Introduction of dissiciative movements (hand's off, getting the pt to "turn in") approach works as it improves proprioception, and I have had a lot of good response (warming, softening, increased ease of movement and range, decreased pain quickly with this approach). But be gentle, don't make it about the motion and keep the effort low, pain minimal (within a 2 point range of change or less), and keep them breathing....basically if it doesn't look like it's working, try a different way, give them a rest, gently hands on facilitate to promote proprioception and improve confidence/reduce fear-avoidance.

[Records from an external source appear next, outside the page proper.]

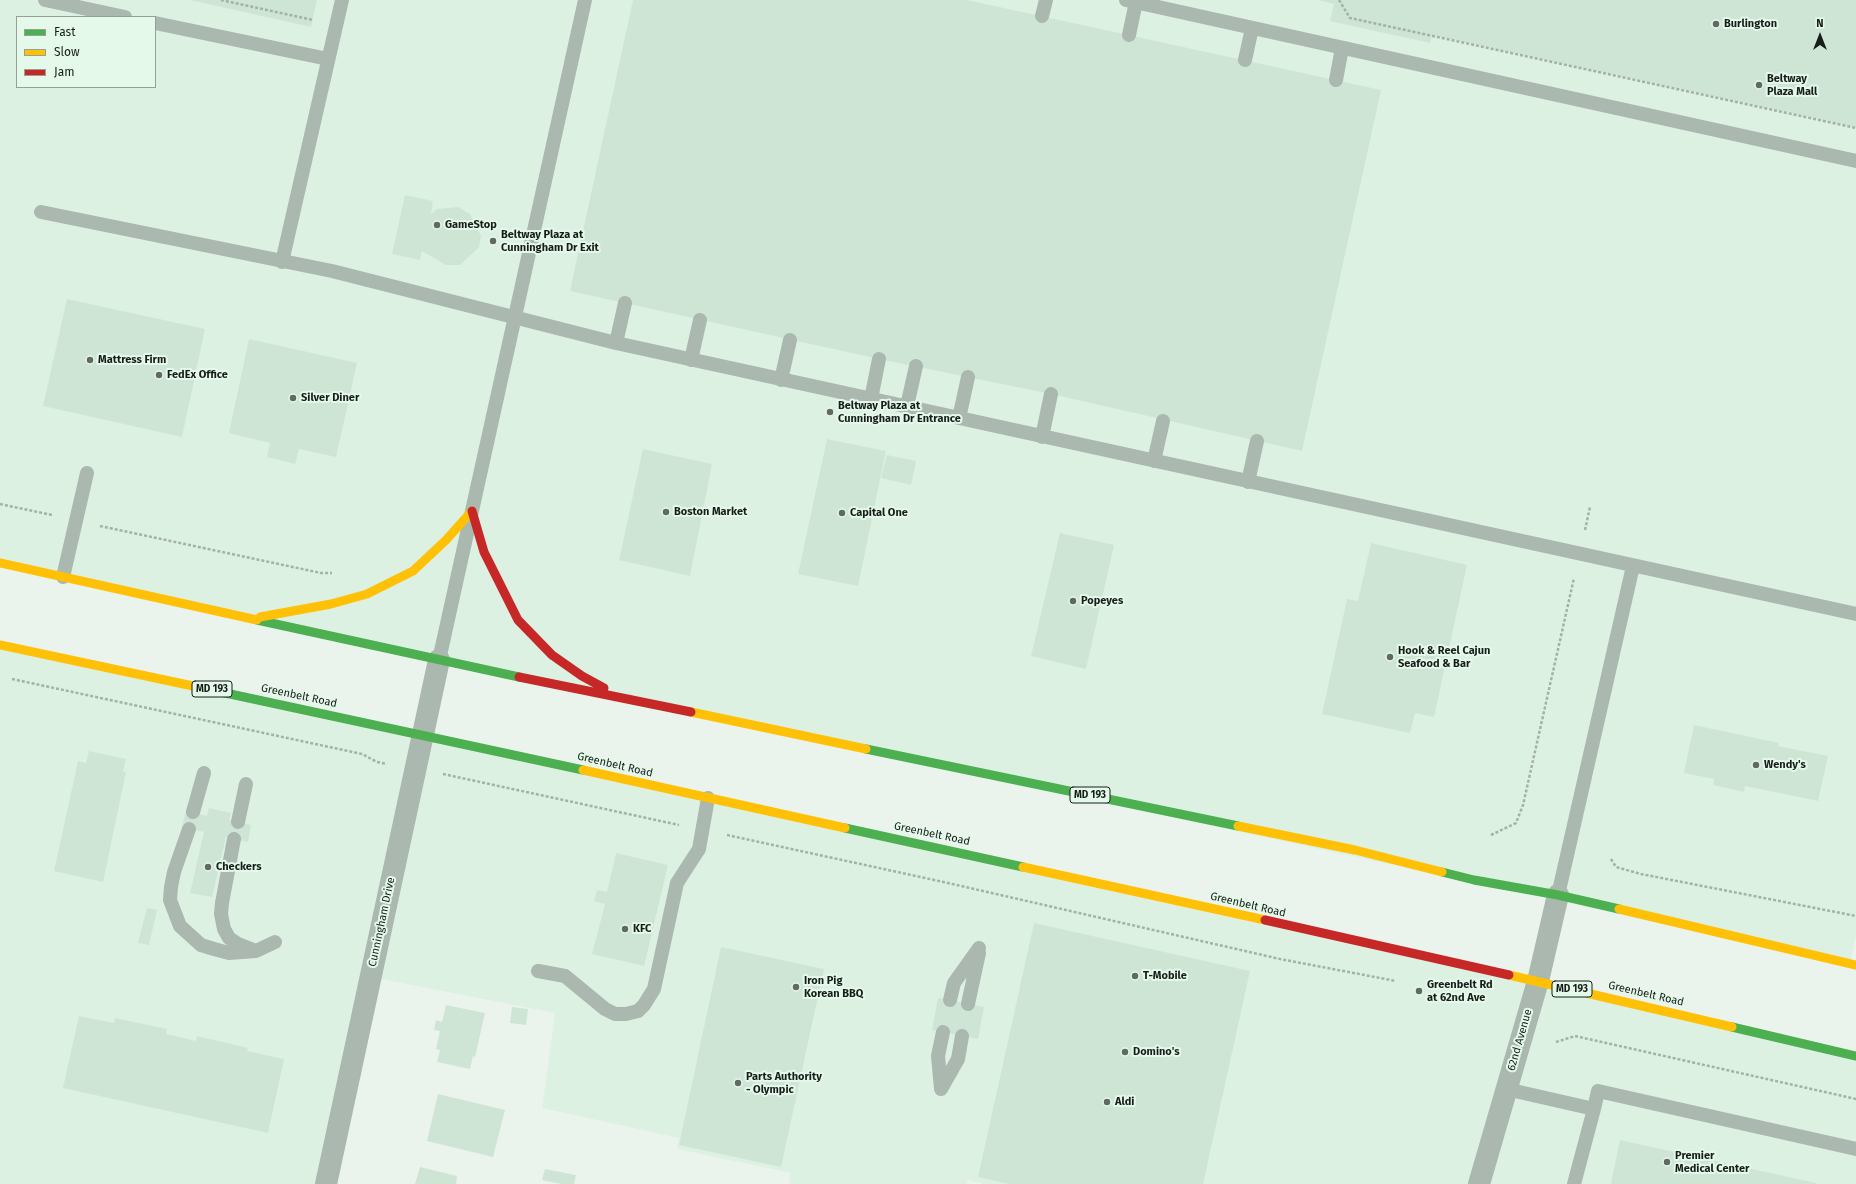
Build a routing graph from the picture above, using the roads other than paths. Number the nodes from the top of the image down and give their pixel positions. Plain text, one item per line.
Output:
1 (45, 0) edge
2 (342, 0) edge
3 (585, 0) edge
4 (1046, 0) edge
5 (1131, 1) edge
6 (120, 16) edge
7 (1042, 16) dead end
8 (156, 23) edge
9 (1252, 28) junction
10 (1129, 35) dead end
11 (1342, 48) junction
12 (328, 59) junction
13 (1246, 60) dead end
14 (1336, 80) dead end
15 (1856, 161) edge
16 (41, 212) dead end
17 (282, 262) junction
18 (624, 303) dead end
19 (514, 317) junction
20 (700, 320) dead end
21 (790, 340) dead end
22 (616, 343) junction
23 (879, 359) dead end
24 (691, 360) junction
25 (916, 366) dead end
26 (968, 377) dead end
27 (781, 380) junction
28 (1051, 394) dead end
29 (871, 399) junction
30 (907, 406) junction
31 (959, 418) junction
32 (1163, 421) dead end
33 (1042, 437) junction
34 (1257, 441) dead end
35 (1154, 461) junction
36 (87, 473) dead end
37 (1248, 482) junction
38 (472, 511) junction
39 (0, 563) edge
40 (1633, 566) junction
41 (63, 577) junction
42 (1856, 614) edge
43 (248, 619) junction
44 (0, 645) edge
45 (439, 660) junction
46 (622, 698) junction
47 (423, 735) junction
48 (204, 773) dead end
49 (246, 784) dead end
50 (708, 798) junction
51 (194, 812) dead end
52 (238, 822) dead end
53 (189, 829) dead end
54 (234, 839) dead end
55 (1558, 895) junction
56 (275, 942) dead end
57 (256, 950) junction
58 (1856, 965) edge
59 (538, 971) dead end
60 (1538, 981) junction
61 (950, 1000) dead end
62 (968, 1004) dead end
63 (943, 1032) dead end
64 (962, 1036) dead end
65 (1856, 1056) edge
66 (1506, 1089) junction
67 (1594, 1109) junction
68 (1856, 1149) edge
69 (326, 1184) edge
70 (1479, 1184) edge
71 (1574, 1184) edge

1 - 6 lane
2 - 12 lane
3 - 19 lane
4 - 7 lane
5 - 9 lane
5 - 10 lane
8 - 12 lane
9 - 11 lane
9 - 13 lane
11 - 14 lane
11 - 15 lane
12 - 17 lane
16 - 17 lane
17 - 19 lane
18 - 22 lane
19 - 22 lane
19 - 38 lane
20 - 24 lane
21 - 27 lane
22 - 24 lane
23 - 29 lane
24 - 27 lane
25 - 30 lane
26 - 31 lane
27 - 29 lane
28 - 33 lane
29 - 30 lane
30 - 31 lane
31 - 33 lane
32 - 35 lane
33 - 35 lane
34 - 37 lane
35 - 37 lane
36 - 41 lane
37 - 40 lane
38 - 43 main road
38 - 45 lane
38 - 46 main road
39 - 41 main road, MD 193
40 - 42 lane
40 - 55 lane
41 - 43 main road, MD 193
43 - 45 main road, MD 193
44 - 47 main road, Greenbelt Road / MD 193
45 - 46 main road, MD 193
45 - 47 street, Cunningham Drive
46 - 55 main road, MD 193
47 - 50 main road, Greenbelt Road / MD 193
47 - 69 street, Cunningham Drive
48 - 51 lane
49 - 52 lane
50 - 59 lane
50 - 60 main road, Greenbelt Road / MD 193
53 - 57 lane
54 - 57 lane
55 - 58 main road, MD 193
55 - 60 street, 62nd Avenue
56 - 57 lane
60 - 65 main road, Greenbelt Road / MD 193
60 - 66 street, 62nd Avenue
61 - 62 lane
63 - 64 lane
66 - 67 lane
66 - 70 street, 62nd Avenue
67 - 68 lane
67 - 71 lane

Have them move some part, for example, in sidelying have the pt tilt their pelvis anterior/posterior, and have them tell you what's happening to shoulder/knee/head/breath and then try to somehow facilitate them doing it "different" (ie. if head goes with pelvis, have them turn it opposite, etc.).
Always love ideomotion, but it's so hard to get a pt to learn how to do it on their own for me. I need to keep working on that.

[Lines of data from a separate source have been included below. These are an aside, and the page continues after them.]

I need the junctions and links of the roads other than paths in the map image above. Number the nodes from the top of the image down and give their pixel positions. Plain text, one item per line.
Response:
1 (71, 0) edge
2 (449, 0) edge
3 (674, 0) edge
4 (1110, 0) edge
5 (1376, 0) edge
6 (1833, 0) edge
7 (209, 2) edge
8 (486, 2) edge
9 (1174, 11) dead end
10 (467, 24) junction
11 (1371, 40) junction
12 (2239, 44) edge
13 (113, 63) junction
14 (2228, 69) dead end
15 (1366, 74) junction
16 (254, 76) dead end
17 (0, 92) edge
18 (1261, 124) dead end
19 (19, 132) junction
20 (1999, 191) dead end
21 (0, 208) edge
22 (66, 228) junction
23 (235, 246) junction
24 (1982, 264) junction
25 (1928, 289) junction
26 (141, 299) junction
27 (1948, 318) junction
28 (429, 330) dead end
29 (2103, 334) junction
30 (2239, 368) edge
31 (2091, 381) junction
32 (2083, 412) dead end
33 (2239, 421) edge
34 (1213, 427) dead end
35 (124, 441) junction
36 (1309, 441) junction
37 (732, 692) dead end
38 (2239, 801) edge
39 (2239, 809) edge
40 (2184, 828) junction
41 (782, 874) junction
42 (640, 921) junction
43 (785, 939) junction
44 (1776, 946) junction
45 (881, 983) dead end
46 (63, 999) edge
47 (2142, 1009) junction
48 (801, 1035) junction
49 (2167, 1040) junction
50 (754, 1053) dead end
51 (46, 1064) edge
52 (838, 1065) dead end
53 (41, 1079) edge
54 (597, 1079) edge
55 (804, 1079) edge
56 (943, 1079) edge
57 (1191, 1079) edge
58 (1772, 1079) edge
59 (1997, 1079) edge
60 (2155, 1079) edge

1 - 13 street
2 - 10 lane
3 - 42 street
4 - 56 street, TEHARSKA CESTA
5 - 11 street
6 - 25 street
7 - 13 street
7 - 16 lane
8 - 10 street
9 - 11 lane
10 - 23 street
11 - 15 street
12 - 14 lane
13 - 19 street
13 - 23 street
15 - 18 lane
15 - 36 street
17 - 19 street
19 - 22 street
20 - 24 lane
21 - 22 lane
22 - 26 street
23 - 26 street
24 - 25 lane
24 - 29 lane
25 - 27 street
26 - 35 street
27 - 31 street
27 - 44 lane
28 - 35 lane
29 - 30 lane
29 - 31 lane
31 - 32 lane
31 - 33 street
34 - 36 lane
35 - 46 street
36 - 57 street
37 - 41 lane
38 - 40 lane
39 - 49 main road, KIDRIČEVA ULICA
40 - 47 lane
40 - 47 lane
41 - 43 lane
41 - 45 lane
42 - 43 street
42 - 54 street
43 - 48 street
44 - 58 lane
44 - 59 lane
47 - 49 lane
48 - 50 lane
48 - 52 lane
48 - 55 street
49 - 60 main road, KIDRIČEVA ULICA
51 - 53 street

I have had a lot of success, and very quickly, with simply having pt do wall glides (put the hand at shoulder level on the wall and turn body away (to elongate through brachial plexus), or SLR's w/slump mobilization (dorsiflexion, knee EXT, hip flexion, reach through trunk toward toe, chin tuck). Be CAREFUL w/introduction of the patterns though, sometimes fingertips w/elbow flexion and body turned completely toward wall is the ONLY way to reduce irritability enough to introduce (probably not appropriate to add if that's all they can handle), so add slowly, educate on what to expect and limitations to progression. I typically educate that sensations are OK, but increase pain on release is NOT, and to be gentle with the glides, it's NOT a stretch...some pt's want to hold it, so I roll up a towel/pillowcase, explain the anatomy of n. and it's winding blood vessles and pull on it and say, now if this towel was wet, and I just did this (w/it all twisted), what would happen to the water/blood? Do you think that an irritable n. is going to appreciate you doing that to it?

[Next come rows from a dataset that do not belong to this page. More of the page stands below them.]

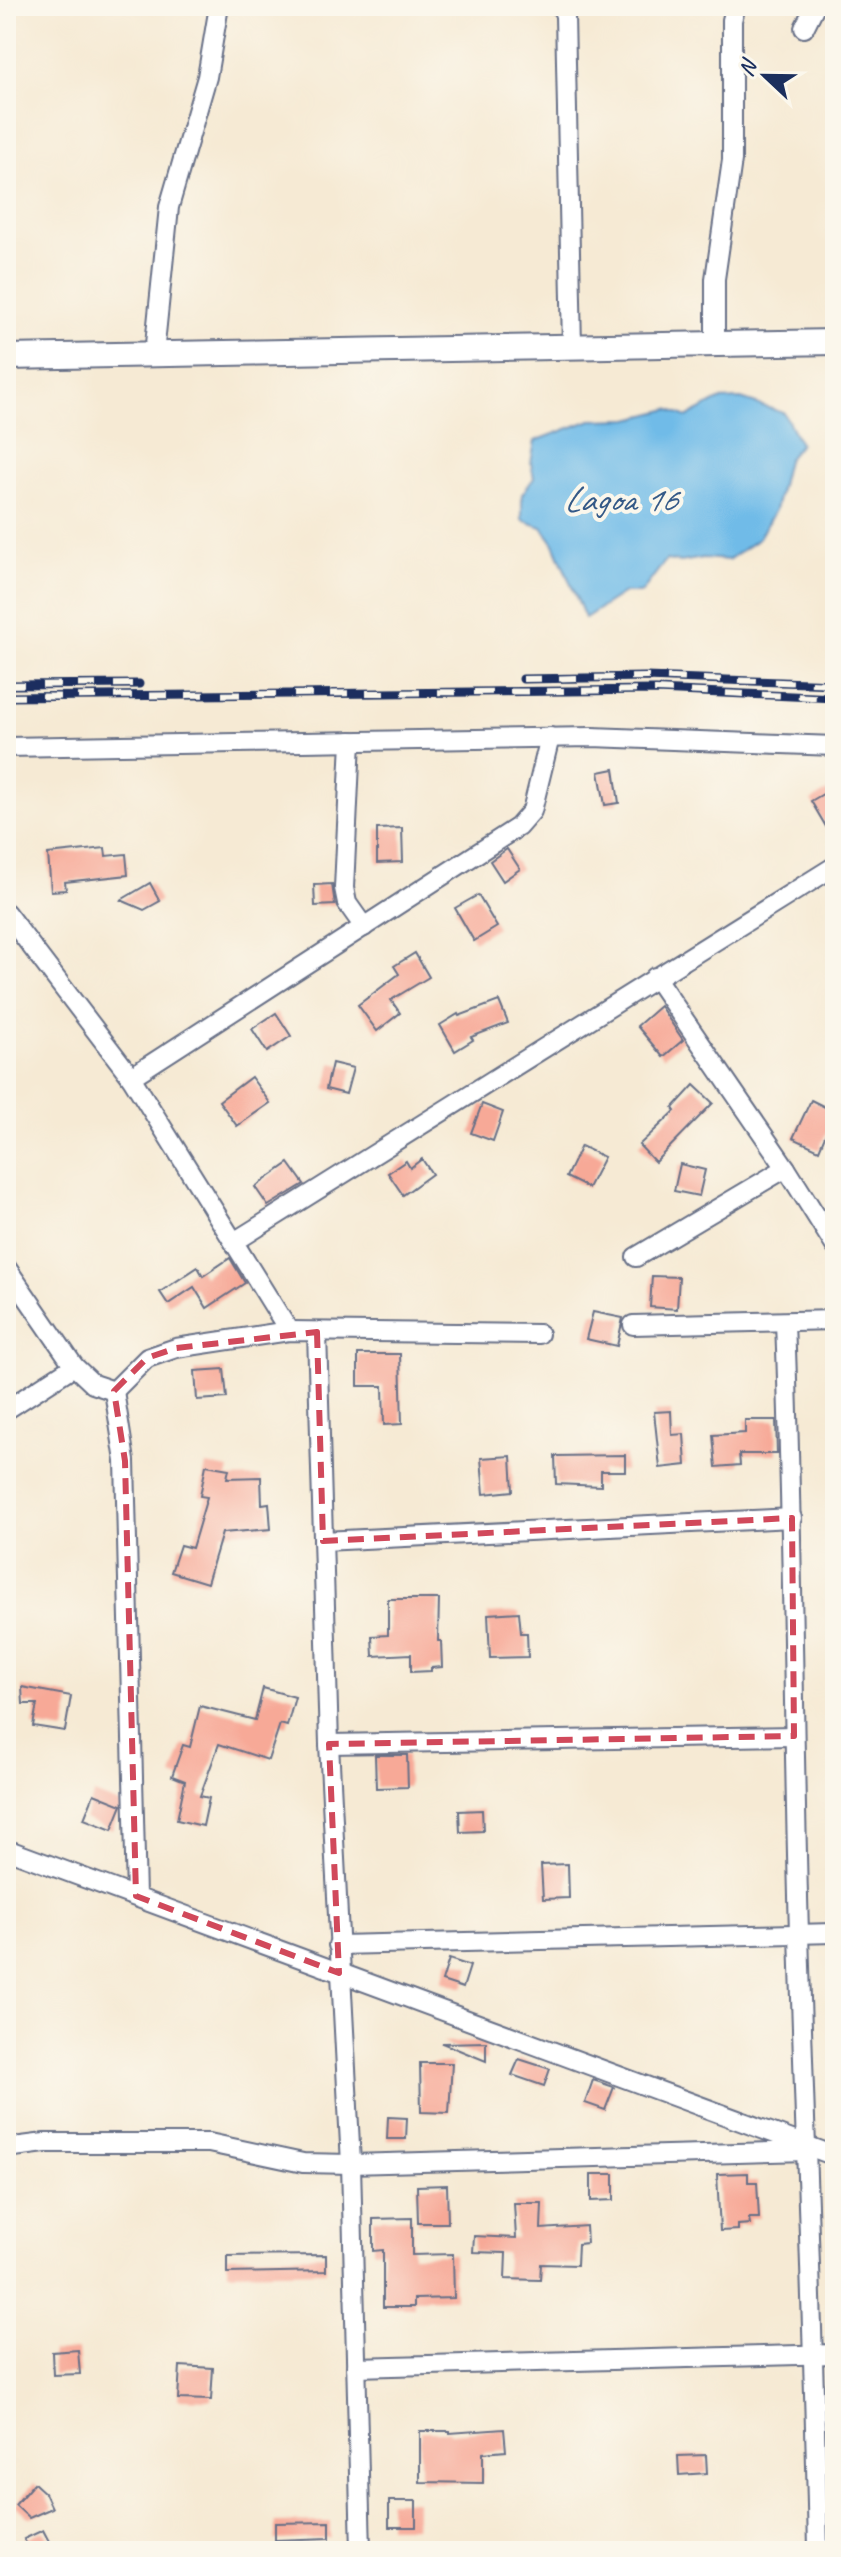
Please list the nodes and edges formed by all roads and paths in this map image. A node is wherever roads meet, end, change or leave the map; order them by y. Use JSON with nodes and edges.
{"nodes":[{"id":1,"x":219,"y":6,"type":"edge"},
{"id":2,"x":561,"y":6,"type":"edge"},
{"id":3,"x":736,"y":6,"type":"edge"},
{"id":4,"x":815,"y":6,"type":"edge"},
{"id":5,"x":804,"y":28,"type":"dead end"},
{"id":6,"x":835,"y":342,"type":"edge"},
{"id":7,"x":715,"y":344,"type":"junction"},
{"id":8,"x":572,"y":347,"type":"junction"},
{"id":9,"x":154,"y":354,"type":"junction"},
{"id":10,"x":6,"y":357,"type":"edge"},
{"id":11,"x":550,"y":737,"type":"junction"},
{"id":12,"x":351,"y":741,"type":"junction"},
{"id":13,"x":835,"y":746,"type":"edge"},
{"id":14,"x":6,"y":747,"type":"edge"},
{"id":15,"x":833,"y":872,"type":"edge"},
{"id":16,"x":6,"y":913,"type":"edge"},
{"id":17,"x":364,"y":927,"type":"junction"},
{"id":18,"x":655,"y":977,"type":"junction"},
{"id":19,"x":131,"y":1077,"type":"junction"},
{"id":20,"x":786,"y":1168,"type":"junction"},
{"id":21,"x":234,"y":1242,"type":"junction"},
{"id":22,"x":835,"y":1246,"type":"edge"},
{"id":23,"x":636,"y":1257,"type":"dead end"},
{"id":24,"x":6,"y":1267,"type":"edge"},
{"id":25,"x":835,"y":1320,"type":"edge"},
{"id":26,"x":785,"y":1322,"type":"junction"},
{"id":27,"x":633,"y":1325,"type":"dead end"},
{"id":28,"x":289,"y":1331,"type":"junction"},
{"id":29,"x":317,"y":1332,"type":"junction"},
{"id":30,"x":539,"y":1334,"type":"dead end"},
{"id":31,"x":74,"y":1366,"type":"junction"},
{"id":32,"x":114,"y":1391,"type":"junction"},
{"id":33,"x":6,"y":1410,"type":"edge"},
{"id":34,"x":792,"y":1518,"type":"junction"},
{"id":35,"x":323,"y":1541,"type":"junction"},
{"id":36,"x":794,"y":1736,"type":"junction"},
{"id":37,"x":329,"y":1744,"type":"junction"},
{"id":38,"x":6,"y":1849,"type":"edge"},
{"id":39,"x":133,"y":1860,"type":"junction"},
{"id":40,"x":105,"y":1885,"type":"junction"},
{"id":41,"x":136,"y":1896,"type":"junction"},
{"id":42,"x":799,"y":1933,"type":"junction"},
{"id":43,"x":835,"y":1933,"type":"edge"},
{"id":44,"x":338,"y":1945,"type":"junction"},
{"id":45,"x":339,"y":1973,"type":"junction"},
{"id":46,"x":6,"y":2148,"type":"edge"},
{"id":47,"x":807,"y":2149,"type":"junction"},
{"id":48,"x":835,"y":2156,"type":"edge"},
{"id":49,"x":351,"y":2164,"type":"junction"},
{"id":50,"x":835,"y":2354,"type":"edge"},
{"id":51,"x":815,"y":2355,"type":"junction"},
{"id":52,"x":356,"y":2367,"type":"junction"},
{"id":53,"x":361,"y":2551,"type":"edge"},
{"id":54,"x":818,"y":2551,"type":"edge"}],
"edges":[{"from":1,"to":9,"type":"street"},
{"from":2,"to":8,"type":"street"},
{"from":3,"to":7,"type":"street"},
{"from":4,"to":5,"type":"street"},
{"from":6,"to":7,"type":"street"},
{"from":7,"to":8,"type":"street"},
{"from":8,"to":9,"type":"street"},
{"from":9,"to":10,"type":"street"},
{"from":11,"to":12,"type":"street"},
{"from":11,"to":13,"type":"street"},
{"from":11,"to":17,"type":"street"},
{"from":12,"to":14,"type":"street"},
{"from":12,"to":17,"type":"street"},
{"from":15,"to":18,"type":"street"},
{"from":16,"to":19,"type":"street"},
{"from":17,"to":19,"type":"street"},
{"from":18,"to":20,"type":"street"},
{"from":18,"to":21,"type":"street"},
{"from":19,"to":21,"type":"street"},
{"from":20,"to":22,"type":"street"},
{"from":20,"to":23,"type":"street"},
{"from":21,"to":28,"type":"street"},
{"from":24,"to":31,"type":"street"},
{"from":25,"to":26,"type":"street"},
{"from":26,"to":27,"type":"street"},
{"from":26,"to":34,"type":"street"},
{"from":28,"to":29,"type":"street"},
{"from":28,"to":32,"type":"street"},
{"from":29,"to":30,"type":"street"},
{"from":29,"to":35,"type":"street"},
{"from":31,"to":32,"type":"street"},
{"from":31,"to":33,"type":"street"},
{"from":32,"to":39,"type":"street"},
{"from":34,"to":35,"type":"street"},
{"from":34,"to":36,"type":"street"},
{"from":35,"to":37,"type":"street"},
{"from":36,"to":37,"type":"street"},
{"from":36,"to":42,"type":"street"},
{"from":37,"to":44,"type":"street"},
{"from":38,"to":40,"type":"street"},
{"from":39,"to":40,"type":"street"},
{"from":39,"to":41,"type":"street"},
{"from":40,"to":41,"type":"street"},
{"from":41,"to":45,"type":"street"},
{"from":42,"to":43,"type":"street"},
{"from":42,"to":44,"type":"street"},
{"from":42,"to":47,"type":"street"},
{"from":44,"to":45,"type":"street"},
{"from":45,"to":47,"type":"street"},
{"from":45,"to":49,"type":"street"},
{"from":46,"to":49,"type":"street"},
{"from":47,"to":48,"type":"street"},
{"from":47,"to":49,"type":"street"},
{"from":47,"to":51,"type":"street"},
{"from":49,"to":52,"type":"street"},
{"from":50,"to":51,"type":"street"},
{"from":51,"to":52,"type":"street"},
{"from":51,"to":54,"type":"street"},
{"from":52,"to":53,"type":"street"}]}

Hmm....I tend to progress from improving active assistive ROM and tolerance to the patterns, and manual work toward progressive compressive (weighted/resisted) activities that are functional toward graded exposure toward their specific deficits, to increase the tolerance of the n. pathways and innervated tissues to mechanical load. Again, setting strict limitations for progression and educating on what's OK, and on what to do when pain increases (glides, breathing, skin stretching etc. as per what works for that pt and fits into their lives).

Hope it helps!

Steph

smikolic
28-05-2010, 01:43 AM
let me try this for Jason's Pain Handouts (http://www.somasimple.com/forums/showthread.php?t=5332&highlight=jason%27s+pain+handouts). See if it works.

Steph

smikolic
28-05-2010, 02:00 AM
Yeah! it worked!

Also, Jason's Handouts got me thinking about analogies to illucidate "what is going on" in pt's w/pain. I came up with the analogy of the worm:

If you threaten a worm, what does it do? Threat creates a pulling back response by the worm in an effort to protect itself. The worm will even respond to the shadow of the bird (the idea he will be a tasty treat) just as easily as to the actual act of the birdy grabbing him, because he learns very quickly the stimuli that threaten his survival with damage to his body, whether that worm is being actually pulled on, or thinks he could be in the presence of some stimuli perceived by him as threatening. The reason our "pulling in" in response to percieved threat is not as dramatic as that worm is that we have a skeleton to disallow a lot of movement "in" so-to-speak. Is very useful for all the fisherpeople up here. It really helps explain "why" the muscles feel stiff/tight, why they are or feel "shorter" on one side, and why it doesn't help to pull on them, strengthen them, and push into them....duh, right?

I don't see a responding worm as weak or think that digging into him will serve to "relax" him or pulling on him as a good way to encourage him to come out of his hole, any more than I would see doing those things to a person as helpful to get them out of their "hole."

Let me know if you come up with any others for your patients.